SCPB Question 04 - Proposed Changes to TS 3.7.4.e The proposed TS changes provided in Attachment 2 to the LAR indicate addition of the RICT provision to TS Action 3.7.4.e, which applies when either or both wet cooling tower basin cross-connect valves are not operable for makeup. However, Tables E1-1 and E1-2 in Enclosure 1, and Enclosure 13, Waterford 3 to Standard Technical Specification Cross Reference, do not address that condition. Also. the specific proposed changes are not listed in Attachment 1, Description and Assessment of the Proposed Change, to the LAR.

a) Provide clarification if TS Action 3.7.4.e was intended to be within the scope of the proposed amendment request and provide appropriate supporting information if Action

e. was intended to be within the LAR scope.

SCPB Question 05 - Proposed Changes to TS 3.7.6.1 For the proposed change to TS 3.7.6.1, Action a. is related to the control room emergency air filtration system. The filtration system provides control room isolation for protection from toxic gases and smoke, smoke purge for fires in the control room vicinity, and filtration of outside air during radiological releases from design basis events. Table E1-1 in Enclosure 1, includes the following note: All the components in the MCR [main control room] HVAC [heating, ventilation, and air conditioning]/filtration system are not in the PRA model, but several Air Handling Units (AHUs), fans, and dampers are included allowing for a bounding evaluation using the CRMP.

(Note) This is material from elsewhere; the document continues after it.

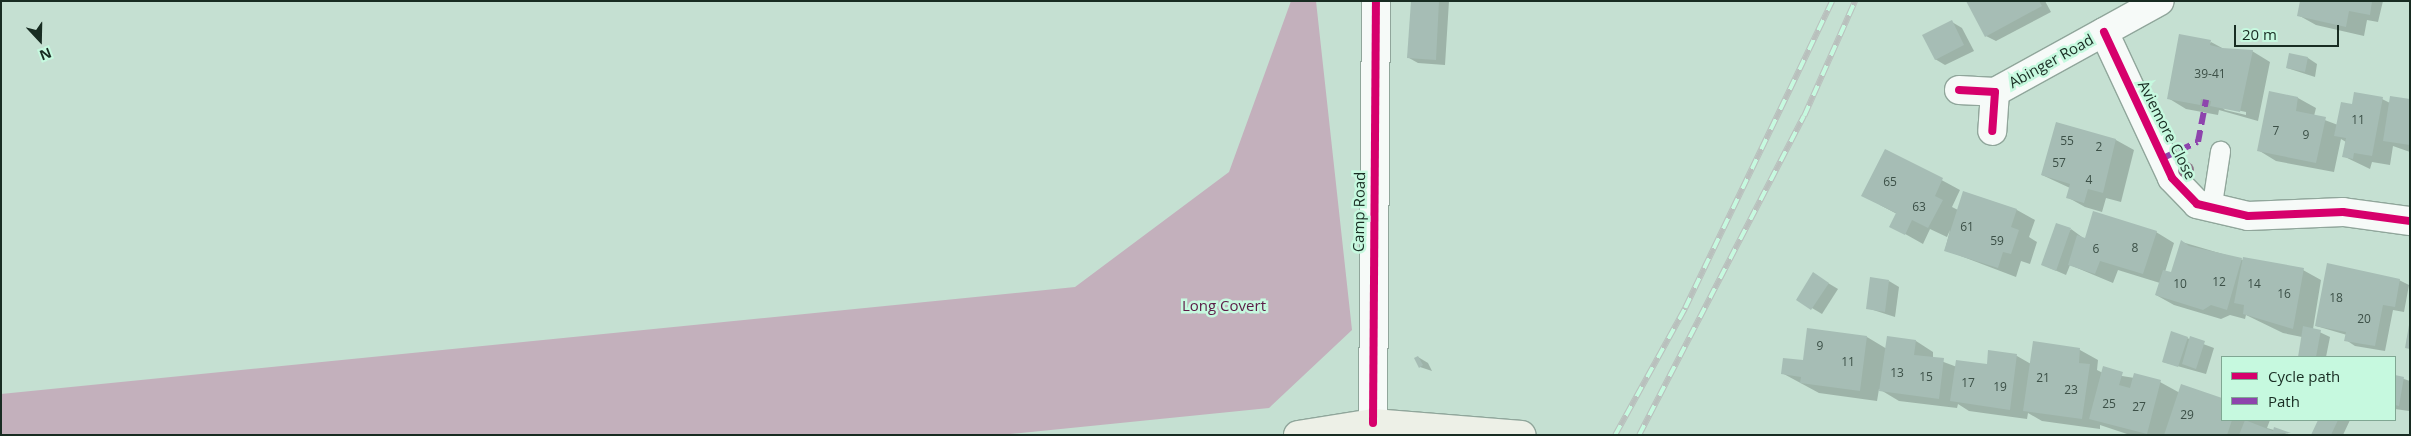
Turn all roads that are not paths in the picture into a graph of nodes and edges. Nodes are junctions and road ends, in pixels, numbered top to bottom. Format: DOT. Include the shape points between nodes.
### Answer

However, Enclosure 4, Table E4-1, indicated that toxic gas events were excluded from the PRA model supporting the CRMP based on low frequency of occurrence. Although the smoke

removal function may be bounded in the fire PRA, the radiological protection function does not appear to be adequately represented by consideration of core damage and large early release frequencies.

a) Please describe the initiating events and functions performed by the main control room emergency filtration system that are modeled in the CRMP tool and how the RICT reflects the importance of the functions of the control room emergency air filtration system analyzed in the safety analysis report, consistent with 10 CFR 50.36(b).

SCPB Question 06 - Proposed Changes to TS 3.7.6.3 The proposed change to TS 3.7.6.3 Action a. for the control room air conditioning system would permit application of a risk-informed completion time for one inoperable air conditioning train.

Section 9.4.1.1 of the Waterford UFSAR states, in part, that the control room air conditioning system was designed to permit personnel occupancy, proper functioning of instrumentation and controls, and prevent the accumulation of flammable gases during all normal and design basis accident conditions. Table E1-1 in Enclosure 1, List of Revised Required Actions to Corresponding PRA Functions, includes the following note: All the components in the [main control room] MCR HVAC/filtration system are not in the PRA model, but several Air Handling Units (AHUs), fans, and dampers are included allowing for a bounding evaluation using the CRMP [Configuration Risk Management Program].

a) Please describe how the bounding evaluation was conducted, including how heat-degraded performance, which could affect both control room personnel performing essential accident mitigation functions and necessary control room instrumentation and controls, was modeled in the CRMP.

b) Provide justification that the evaluation is bounding with respect to potential impacts from high control room temperatures.